Wrestling walked with me through college as I lost my “freshman 15.” It waited for me after my first date, after my first alcoholic drink. When I had a (very, very slight, really) pregnancy fear, it calmed me down. Even just looking at the empty arena after seeing my first local wrestling show live, I felt calm, safe. I felt at home.
Fast-forward to now.
As I finish typing this post, wrestler Austin Aries’s most recent theme song blares on my Chromebook. I check my Hulu account and am pleased to see that there is a new episode of WWE NXT in my queue. Vintage WWE (then-WWF) magazines lay stacked next to my writing desk. Somewhere downstairs are a few sealed boxes of VHS tapes and DVDs of interviews, matches, vignettes, promos.
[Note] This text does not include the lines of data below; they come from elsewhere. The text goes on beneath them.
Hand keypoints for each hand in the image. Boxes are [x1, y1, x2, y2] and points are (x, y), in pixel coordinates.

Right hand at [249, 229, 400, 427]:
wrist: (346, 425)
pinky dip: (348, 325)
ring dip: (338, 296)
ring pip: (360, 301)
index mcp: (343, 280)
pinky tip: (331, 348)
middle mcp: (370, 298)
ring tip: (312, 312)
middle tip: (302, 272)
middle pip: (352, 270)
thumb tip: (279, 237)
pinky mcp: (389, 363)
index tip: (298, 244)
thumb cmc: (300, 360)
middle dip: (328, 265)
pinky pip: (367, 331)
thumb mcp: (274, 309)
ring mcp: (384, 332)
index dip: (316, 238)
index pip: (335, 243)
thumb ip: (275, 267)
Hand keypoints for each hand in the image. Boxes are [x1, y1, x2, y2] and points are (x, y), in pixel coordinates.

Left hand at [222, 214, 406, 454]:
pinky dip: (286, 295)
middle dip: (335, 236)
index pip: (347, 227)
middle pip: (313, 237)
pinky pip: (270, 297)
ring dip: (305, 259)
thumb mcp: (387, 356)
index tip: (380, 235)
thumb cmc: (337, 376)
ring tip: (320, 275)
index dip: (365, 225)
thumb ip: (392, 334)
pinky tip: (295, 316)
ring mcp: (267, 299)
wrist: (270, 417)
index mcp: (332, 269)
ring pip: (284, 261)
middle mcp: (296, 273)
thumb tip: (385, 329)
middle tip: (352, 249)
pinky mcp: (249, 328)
I should be asleep, but I’m left drained and lost after a conversation with an extroverted friend who chatted about her day and her endeavors and all the positive things in her life. It’s a friend whom I’ve always felt compelled to compete with, even though she doesn’t see it like that. But by the time I hang up, I’m feeling jittery, frightened, and a little worthless at the mundane nature of my everyday life, my social struggles. How it takes me hours to go one step when everyone else has gone twenty.
As I prepare for bed, I think about the severe differences between myself and my family, and myself and my co-workers. I think about how easily they talk about themselves and the events in their lives, and how content I am to answer any questions with simply, “It’s fine.” The details I give are forced, timid to sound stupid and hating the sound of my voice when it drones on and on. I wonder if anything really exciting happened to me.
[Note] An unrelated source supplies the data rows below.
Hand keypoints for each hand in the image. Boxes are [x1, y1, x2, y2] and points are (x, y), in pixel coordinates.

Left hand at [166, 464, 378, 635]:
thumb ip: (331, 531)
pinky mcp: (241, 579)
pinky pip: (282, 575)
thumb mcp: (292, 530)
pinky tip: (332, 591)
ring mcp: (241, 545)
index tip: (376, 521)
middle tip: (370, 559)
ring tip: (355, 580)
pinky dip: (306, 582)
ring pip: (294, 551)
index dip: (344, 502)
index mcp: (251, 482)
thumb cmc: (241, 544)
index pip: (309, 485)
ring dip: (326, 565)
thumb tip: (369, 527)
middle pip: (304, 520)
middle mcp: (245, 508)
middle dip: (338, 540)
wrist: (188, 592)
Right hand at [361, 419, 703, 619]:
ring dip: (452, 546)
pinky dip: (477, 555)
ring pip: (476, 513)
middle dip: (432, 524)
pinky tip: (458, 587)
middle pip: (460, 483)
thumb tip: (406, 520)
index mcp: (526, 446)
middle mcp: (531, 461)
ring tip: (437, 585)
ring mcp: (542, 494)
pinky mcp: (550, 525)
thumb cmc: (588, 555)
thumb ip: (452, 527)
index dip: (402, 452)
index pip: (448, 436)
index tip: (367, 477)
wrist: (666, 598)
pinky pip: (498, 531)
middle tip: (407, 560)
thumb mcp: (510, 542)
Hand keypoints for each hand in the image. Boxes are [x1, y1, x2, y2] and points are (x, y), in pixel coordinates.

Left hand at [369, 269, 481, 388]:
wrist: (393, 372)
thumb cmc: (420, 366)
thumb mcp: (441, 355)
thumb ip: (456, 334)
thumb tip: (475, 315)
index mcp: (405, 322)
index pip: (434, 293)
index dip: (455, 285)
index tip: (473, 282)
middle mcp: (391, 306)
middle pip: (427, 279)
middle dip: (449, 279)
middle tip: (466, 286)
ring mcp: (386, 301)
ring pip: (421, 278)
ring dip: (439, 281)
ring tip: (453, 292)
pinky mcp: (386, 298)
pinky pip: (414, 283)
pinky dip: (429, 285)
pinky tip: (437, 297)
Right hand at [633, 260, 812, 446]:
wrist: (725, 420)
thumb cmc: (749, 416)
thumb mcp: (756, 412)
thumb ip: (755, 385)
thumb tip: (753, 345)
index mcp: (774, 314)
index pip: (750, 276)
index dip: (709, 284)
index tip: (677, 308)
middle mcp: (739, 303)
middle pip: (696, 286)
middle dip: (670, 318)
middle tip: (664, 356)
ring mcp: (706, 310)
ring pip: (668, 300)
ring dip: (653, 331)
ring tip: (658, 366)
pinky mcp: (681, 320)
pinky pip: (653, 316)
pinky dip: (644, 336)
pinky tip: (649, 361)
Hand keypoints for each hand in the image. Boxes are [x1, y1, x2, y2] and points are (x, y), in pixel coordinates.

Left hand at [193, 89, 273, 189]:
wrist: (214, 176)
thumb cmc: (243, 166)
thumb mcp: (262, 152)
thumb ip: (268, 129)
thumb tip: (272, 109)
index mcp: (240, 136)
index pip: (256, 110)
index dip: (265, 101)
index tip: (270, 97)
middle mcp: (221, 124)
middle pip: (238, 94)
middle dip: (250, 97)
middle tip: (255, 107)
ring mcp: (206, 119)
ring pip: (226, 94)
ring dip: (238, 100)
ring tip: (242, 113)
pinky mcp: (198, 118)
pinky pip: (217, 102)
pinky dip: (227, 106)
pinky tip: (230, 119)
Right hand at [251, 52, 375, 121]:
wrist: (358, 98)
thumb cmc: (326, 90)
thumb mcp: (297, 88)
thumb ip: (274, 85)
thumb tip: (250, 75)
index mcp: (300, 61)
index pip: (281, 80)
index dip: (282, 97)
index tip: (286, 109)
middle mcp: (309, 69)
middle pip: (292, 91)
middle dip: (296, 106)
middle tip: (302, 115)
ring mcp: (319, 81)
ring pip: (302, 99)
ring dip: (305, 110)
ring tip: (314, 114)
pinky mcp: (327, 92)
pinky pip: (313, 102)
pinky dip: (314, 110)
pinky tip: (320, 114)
With the vibrant guitars and drums on repeat, I think back on my day.
I joked with colleges and made them laugh, and they made me laugh in return. I acted as an instructor for a college student who was giving his first presentation ever using teleconference software. I spoke lightly with the several extremely prestigious executives, and they teased me back. When a coworker scoffed at something I did, I shoved it right back in her face, and it passed without much further incident. I went to an impromptu meeting with IT, which melted into friendly conversation as I walked him to the company shuttle bus. I even took initiative to invite a friend to go out to eat.
I remember now.
Today was a good day.
During the times I feel sorry for myself, or I feel massively overshadowed by a world of extroverts…wrestling is here. The psychology of its link to my youth and the support it lent during difficult times, continues to give me the simplistic comfort that it always did. It’s a sweet respite knowing that something bigger than me will not look down on me should I ever decide to break out and throw all caution to the wind.
In my silly, childlike mind, I’ll always remember the joy I felt as a nine-year-old, posing in the mirror like Shawn Michaels or the Rock or Booker T or Finn Balor or Shinsuke Nakamura.
(Or, were those last two yesterday…?)
I’ll remember the joy that, in this silly, varied world (even if that world is in my own mind), I am loud, I am bold, I am flamboyant, and I am charismatic.
And dang it if me don’t love some sweet pro wrestling.